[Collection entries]
------------------------

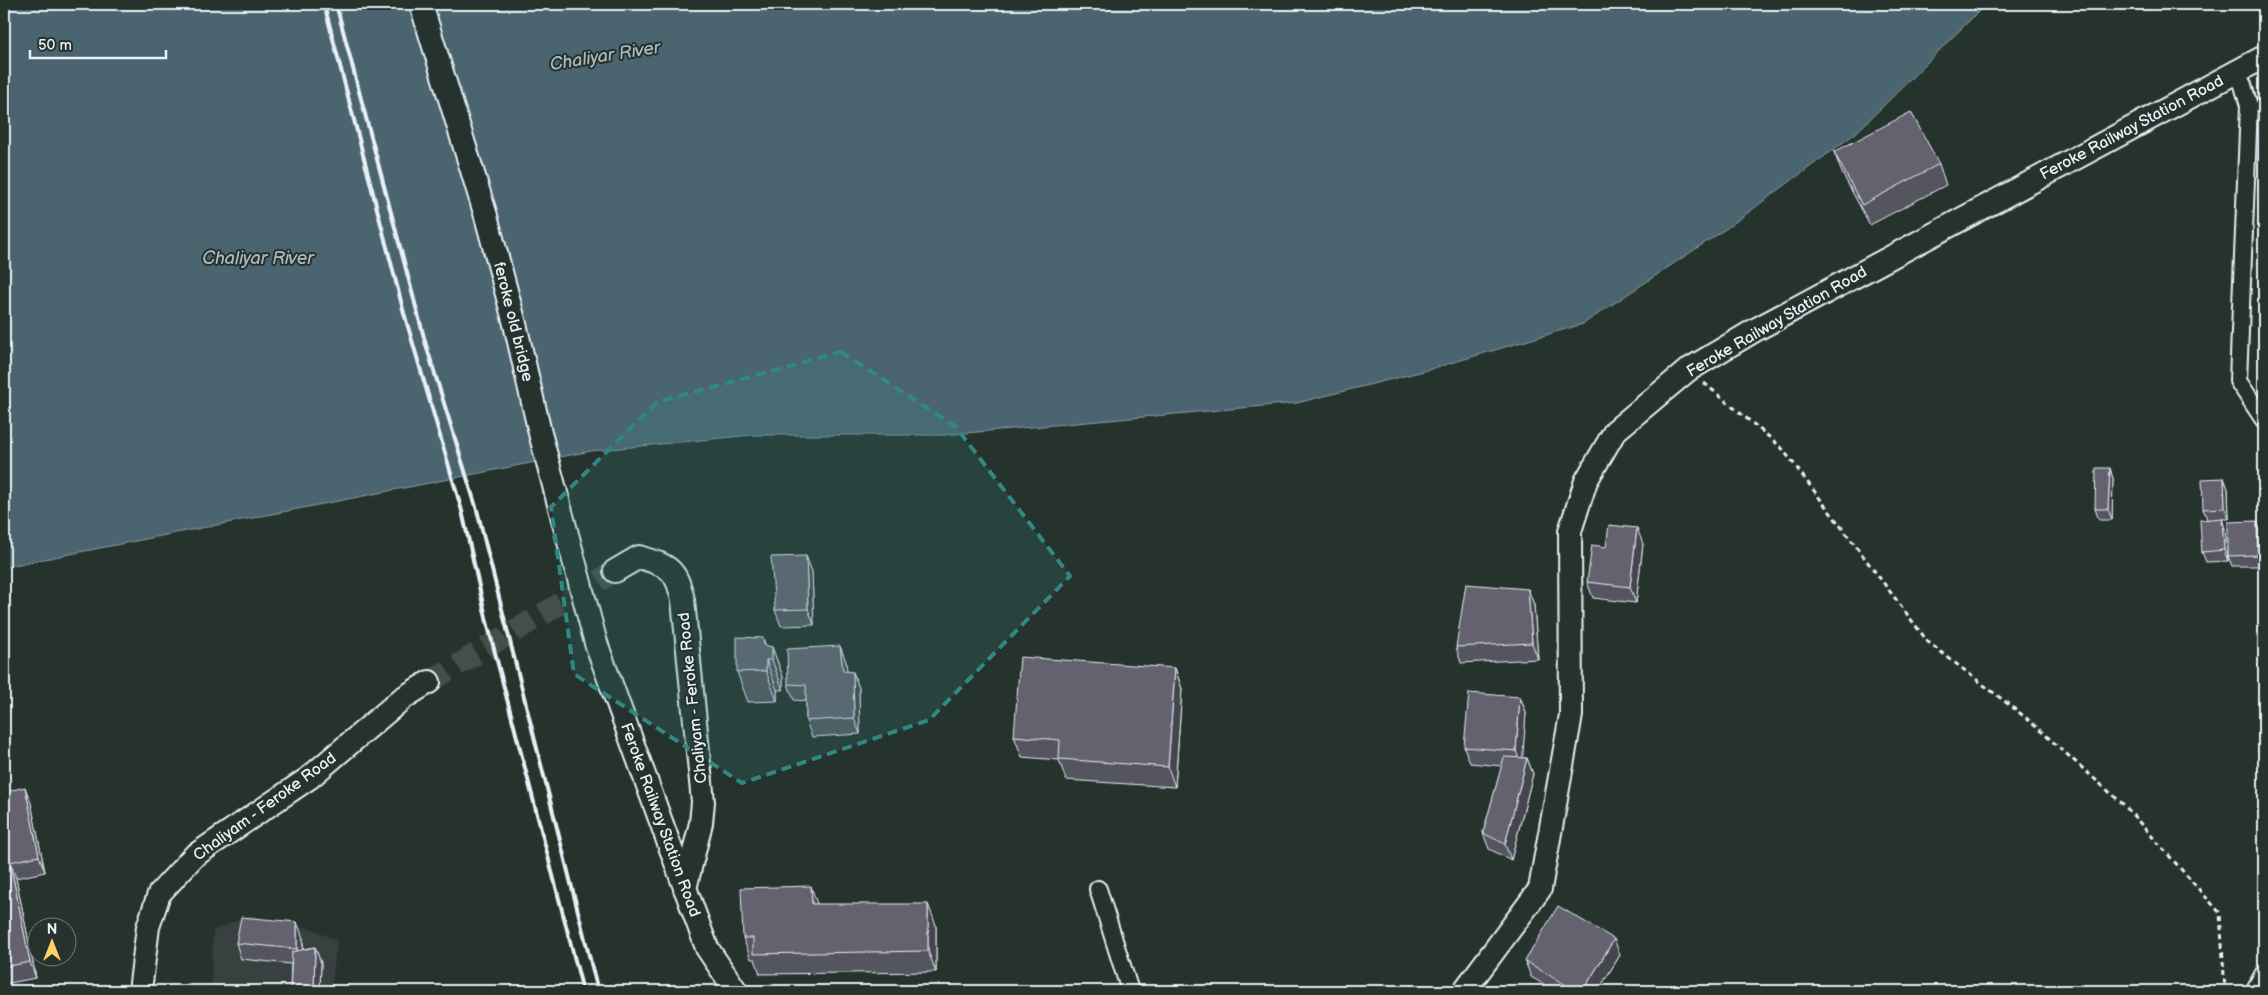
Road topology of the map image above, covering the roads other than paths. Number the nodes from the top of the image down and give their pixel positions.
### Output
1 (420, 4) edge
2 (2264, 57) edge
3 (2236, 72) junction
4 (2264, 420) edge
5 (615, 571) tunnel mouth
6 (596, 643) joint
7 (429, 682) tunnel mouth
8 (685, 889) junction
9 (1098, 889) dead end
10 (2264, 973) edge
11 (140, 991) edge
12 (736, 991) edge
13 (1130, 991) edge
14 (1464, 991) edge
15 (2254, 991) edge

1 - 6 main road, feroke old bridge, bridge
2 - 3 main road, Feroke Railway Station Road
3 - 4 street
3 - 14 main road, Feroke Railway Station Road
5 - 8 main road, Chaliyam - Feroke Road
6 - 8 main road, Feroke Railway Station Road
7 - 11 main road, Chaliyam - Feroke Road
8 - 12 main road, Feroke Railway Station Road
9 - 13 street
10 - 15 street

------------------------

# [Task prompt]
What's needed here is an exact repeat of all the records above, pictures excluded.

# [Response box]
Road topology of the map image above, covering the roads other than paths. Number the nodes from the top of the image down and give their pixel positions.
### Output
1 (420, 4) edge
2 (2264, 57) edge
3 (2236, 72) junction
4 (2264, 420) edge
5 (615, 571) tunnel mouth
6 (596, 643) joint
7 (429, 682) tunnel mouth
8 (685, 889) junction
9 (1098, 889) dead end
10 (2264, 973) edge
11 (140, 991) edge
12 (736, 991) edge
13 (1130, 991) edge
14 (1464, 991) edge
15 (2254, 991) edge

1 - 6 main road, feroke old bridge, bridge
2 - 3 main road, Feroke Railway Station Road
3 - 4 street
3 - 14 main road, Feroke Railway Station Road
5 - 8 main road, Chaliyam - Feroke Road
6 - 8 main road, Feroke Railway Station Road
7 - 11 main road, Chaliyam - Feroke Road
8 - 12 main road, Feroke Railway Station Road
9 - 13 street
10 - 15 street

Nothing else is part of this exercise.